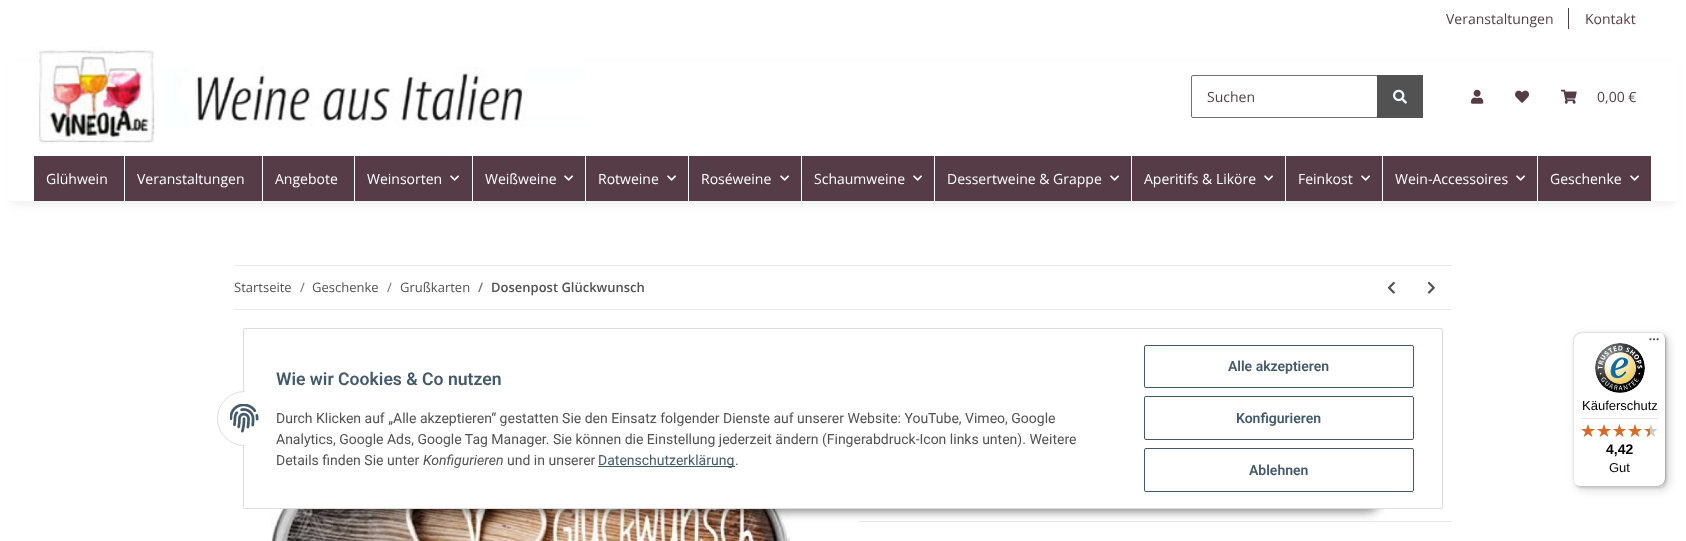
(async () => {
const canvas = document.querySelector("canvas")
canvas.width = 1686
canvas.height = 541
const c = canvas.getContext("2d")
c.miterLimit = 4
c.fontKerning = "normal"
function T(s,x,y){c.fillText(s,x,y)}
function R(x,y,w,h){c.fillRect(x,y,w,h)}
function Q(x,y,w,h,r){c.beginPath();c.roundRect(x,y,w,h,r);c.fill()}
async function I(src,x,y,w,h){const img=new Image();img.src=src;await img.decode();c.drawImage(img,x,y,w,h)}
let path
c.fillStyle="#fff"
R(0,0,1686,541)
c.font="14px Open Sans"
c.fillStyle="#553c46"
T("Veranstaltungen",1446,24)
R(1568,8,1,21)
T("Kontakt",1585,24)
c.fillStyle="#0000000f"
c.filter="blur(4.5px)"
c.beginPath()
c.rect(12,65,1662,140)
c.fill()
c.filter="none"
c.fillStyle="#fff"
R(8,61,1670,140)
await I("1.png",36,47,549,97)
c.beginPath()
c.roundRect(1191.5,75.5,186,42,1.5)
c.strokeStyle="#707070"
c.stroke()
c.fillStyle="#553c46"
T("Suchen",1207,102)
c.fillStyle="#525252"
R(1377,75,46,43)
await I("2.png",1393,89,14,15)
await I("3.png",1471,89,13,15)
await I("4.png",1515,90,14,13)
await I("5.png",1561,89,16,15)
c.fillStyle="#553c46"
T("0,00 €",1597,102)
R(34,156,90,45)
c.fillStyle="#fff"
T("Glühwein",46,184)
c.fillStyle="#553c46"
R(125,156,137,45)
c.fillStyle="#fff"
T("Veranstaltungen",137,184)
c.fillStyle="#553c46"
R(263,156,91,45)
c.fillStyle="#fff"
T("Angebote",275,184)
c.fillStyle="#553c46"
R(355,156,117,45)
c.fillStyle="#fff"
T("Weinsorten",367,184)
await I("6.png",450,175,9,6)
c.fillStyle="#553c46"
R(473,156,112,45)
c.fillStyle="#fff"
T("Weißweine",485,184)
await I("6.png",564,175,9,6)
c.fillStyle="#553c46"
R(586,156,102,45)
c.fillStyle="#fff"
T("Rotweine",598,184)
await I("6.png",667,175,9,6)
c.fillStyle="#553c46"
R(689,156,112,45)
c.fillStyle="#fff"
T("Roséweine",701,184)
await I("6.png",780,175,9,6)
c.fillStyle="#553c46"
R(802,156,132,45)
c.fillStyle="#fff"
T("Schaumweine",814,184)
await I("6.png",913,175,9,6)
c.fillStyle="#553c46"
R(935,156,196,45)
c.fillStyle="#fff"
T("Dessertweine & Grappe",947,184)
await I("6.png",1110,175,9,6)
c.fillStyle="#553c46"
R(1132,156,153,45)
c.fillStyle="#fff"
T("Aperitifs & Liköre",1144,184)
await I("6.png",1264,175,9,6)
c.fillStyle="#553c46"
R(1286,156,96,45)
c.fillStyle="#fff"
T("Feinkost",1298,184)
await I("6.png",1361,175,9,6)
c.fillStyle="#553c46"
R(1383,156,154,45)
c.fillStyle="#fff"
T("Wein-Accessoires",1395,184)
await I("6.png",1516,175,9,6)
c.fillStyle="#553c46"
R(1538,156,113,45)
c.fillStyle="#fff"
T("Geschenke",1550,184)
await I("6.png",1630,175,9,6)
c.fillStyle="#ebebeb"
R(234,265,1218,1)
R(234,309,1218,1)
c.font="13px Open Sans"
c.fillStyle="#525252"
T("Startseite",234,292)
c.fillStyle="#707070"
T("/",300,292)
c.fillStyle="#525252"
T("Geschenke",312,292)
c.fillStyle="#707070"
T("/",387,292)
c.fillStyle="#525252"
T("Grußkarten",400,292)
c.font="600 13px Open Sans"
c.fillStyle="#707070"
T("/",478,292)
c.fillStyle="#525252"
T("Dosenpost Glückwunsch",491,292)
await I("7.png",1387,281,8,13)
await I("8.png",1427,281,8,13)
await I("9.png",270,509,520,32)
c.fillStyle="#ebebeb"
R(859,521,593,1)
c.fillStyle="#00000073"
c.filter="blur(5px)"
c.beginPath()
c.roundRect(304,480,1078,32,16)
c.fill()
c.filter="none"
c.fillStyle="#fff"
c.beginPath()
c.roundRect(243.5,328.5,1199,180,1.5)
c.fill()
c.strokeStyle="#ddd"
c.stroke()
c.beginPath()
c.arc(244.5,418.5,27,0,7)
c.fill()
c.stroke()
R(245,391,27,55)
await I("10.png",230,404,29,29)
c.font="600 17.6px Roboto"
c.fillStyle="#435a6b"
T("Wie wir Cookies & Co nutzen",276,385)
c.font="14px Roboto"
c.fillStyle="#525252"
T("Durch Klicken auf „Alle akzeptieren“ gestatten Sie den Einsatz folgender Dienste auf unserer Website: YouTube, Vimeo, Google",276,423)
T("Analytics, Google Ads, Google Tag Manager. Sie können die Einstellung jederzeit ändern (Fingerabdruck-Icon links unten). Weitere",276,444)
T("Details finden Sie unter",276,465)
c.font="italic 14px Roboto"
T("Konfigurieren",423,465)
c.font="14px Roboto"
T("und in unserer",507,465)
c.fillStyle="#435a6b"
R(598,466,137,1)
T("Datenschutzerklärung",598,465)
c.fillStyle="#525252"
T(".",735,465)
c.beginPath()
c.roundRect(1144.5,345.5,269,42,1.5)
c.strokeStyle="#435a6b"
c.stroke()
c.font="600 14px Roboto"
c.fillStyle="#435a6b"
T("Alle akzeptieren",1228,371)
c.beginPath()
c.roundRect(1144.5,396.5,269,43,1.5)
c.stroke()
T("Konfigurieren",1236,423)
c.beginPath()
c.roundRect(1144.5,448.5,269,43,1.5)
c.stroke()
T("Ablehnen",1249,475)
c.fillStyle="#00000026"
c.filter="blur(4px)"
c.beginPath()
c.roundRect(1576,335,93,155,8)
c.fill()
c.filter="none"
c.filter="blur(1px)"
c.beginPath()
c.roundRect(1574,333,93,155,8)
c.fill()
c.filter="none"
c.fillStyle="#fff"
Q(1573,332,93,155,8)
c.fillStyle="#e5e5e5"
path = new Path2D("M1582 333h77c2 0 4 1 6 3c-2-2-4-4-7-4h-77c-4 0-8 4-8 8v139c0 3 2 5 4 7c-2-2-3-4-3-6v-139c0-4 4-8 8-8z")
c.fill(path)
c.fillStyle="#ccc"
path = new Path2D("M1574 483c2 2 4 4 7 4h77c4 0 8-4 8-8v-139c0-3-2-5-4-7c2 2 3 4 3 6v139c0 4-4 8-8 8h-77c-2 0-4-1-6-3z")
c.fill(path)
c.fillStyle="#32323233"
path = new Path2D("M1575 484c1 2 4 3 6 3h77c4 0 8-4 8-8v-139c0-2-1-5-3-6c1 1 2 3 2 5v139c0 5-3 8-8 8h-77c-2 0-4-1-5-2z")
c.fill(path)
await I("11.png",1649,338,10,3)
c.fillStyle="#ffffff4d"
path = new Path2D("M1575 484c1 2 4 3 6 3h77c4 0 8-4 8-8v-1c0 5-4 8-8 8h-78c-2 0-4-1-5-2z")
c.fill(path)
await I("12.png",1595,343,50,50)
c.font="13px Liberation Sans"
c.fillStyle="#000"
T("Käuferschutz",1582,410)
c.fillStyle="#e5e5e5"
R(1581,418,77,1)
await I("13.png",1581,424,14,13)
await I("13.png",1597,424,14,13)
await I("14.png",1613,424,13,13)
await I("13.png",1628,424,14,13)
await I("13.png",1644,424,14,13)
await I("15.png",1581,424,14,13)
await I("15.png",1597,424,14,13)
await I("16.png",1613,424,13,13)
await I("15.png",1628,424,14,13)
await I("17.png",1644,427,6,10)
c.font="bold 14px Liberation Sans"
c.fillStyle="#000"
T("4,42",1606,454)
c.font="13px Liberation Sans"
T("Gut",1609,472)
})()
+ + + + +
* _Your objective_
Looking at the listing above, which lines hold "unserer"? Copy every such line.

* _Expected output_
T("Durch Klicken auf „Alle akzeptieren“ gestatten Sie den Einsatz folgender Dienste auf unserer Website: YouTube, Vimeo, Google",276,423)
T("und in unserer",507,465)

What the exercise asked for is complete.